A desculpa final é aceitar a derrota: para começar, as celebridades nigerianas não têm profundidade e, como tal, pedir que se manifestem é apenas uma perda de tempo. É preciso perguntar se isto também deveria se aplicar ao cidadão comum, para que todos simplesmente renunciem à luta pela sanidade. Se pudermos criticar aqueles que aceitam dinheiro para vender os seus votos, apesar de reconhecermos como a pobreza politicamente induzida impulsiona a sua escassez de pensamento, então também poderemos criticar as celebridades por permanecerem em silêncio por causa de apoio de ‘ST’ e outros chamados mecenas da arte. Especialmente quando estas celebridades beneficiam do nosso próprio patrocínio.
Toda esta conversa sobre voltar os holofotes para dentro não exclui o reconhecimento das suas deficiências. Na peça seminal de Ola Rotimi, Nosso marido enlouqueceu de novoapós o qual este artigo é intitulado, o protagonista, o desenrolar de Lekoja-Brown no final– apesar de não ser a primeira vez – não impede que todos reconheçam o fato. Se as nossas celebridades voltarem a ficar mudas num momento como este, é justo que as denunciemos, reconhecendo ao mesmo tempo que os cidadãos comuns têm o seu papel a desempenhar. Duas verdades podem coexistir.

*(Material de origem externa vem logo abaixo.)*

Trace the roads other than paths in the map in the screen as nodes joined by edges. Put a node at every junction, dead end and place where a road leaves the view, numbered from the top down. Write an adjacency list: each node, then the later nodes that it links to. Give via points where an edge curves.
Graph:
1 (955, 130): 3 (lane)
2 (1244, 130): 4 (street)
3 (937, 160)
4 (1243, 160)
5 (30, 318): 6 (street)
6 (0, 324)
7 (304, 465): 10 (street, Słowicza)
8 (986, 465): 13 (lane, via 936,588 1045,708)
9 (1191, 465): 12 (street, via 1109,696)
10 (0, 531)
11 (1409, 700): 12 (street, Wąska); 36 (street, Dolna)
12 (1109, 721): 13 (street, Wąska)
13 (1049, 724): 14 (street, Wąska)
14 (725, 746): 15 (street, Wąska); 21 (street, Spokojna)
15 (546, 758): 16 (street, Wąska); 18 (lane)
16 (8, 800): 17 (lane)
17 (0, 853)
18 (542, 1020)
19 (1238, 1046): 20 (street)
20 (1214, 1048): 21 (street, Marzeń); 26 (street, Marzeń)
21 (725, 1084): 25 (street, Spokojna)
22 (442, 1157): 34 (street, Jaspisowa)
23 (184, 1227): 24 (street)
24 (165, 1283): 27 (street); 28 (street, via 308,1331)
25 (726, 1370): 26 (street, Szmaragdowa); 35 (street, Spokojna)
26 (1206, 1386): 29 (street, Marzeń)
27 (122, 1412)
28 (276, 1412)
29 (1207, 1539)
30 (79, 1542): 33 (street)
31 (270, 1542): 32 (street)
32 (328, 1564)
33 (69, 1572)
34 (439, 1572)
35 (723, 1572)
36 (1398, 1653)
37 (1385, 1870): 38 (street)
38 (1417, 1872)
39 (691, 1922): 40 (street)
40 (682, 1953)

Os fãs que defendem as celebridades não são o problema, pois o apoio cego é inevitável com qualquer tipo de seguidores em massa. O verdadeiro dilema é que as nossas estrelas brilham sem substância. Sua poeira estelar é desprovida de vontade política e de empatia pela situação do público pagante. Eles não dão a mínima para mortes em todos os lugares. E eles nem parecem interessados em se posicionar como tal. Não, a menos que isso afete seus bolsos.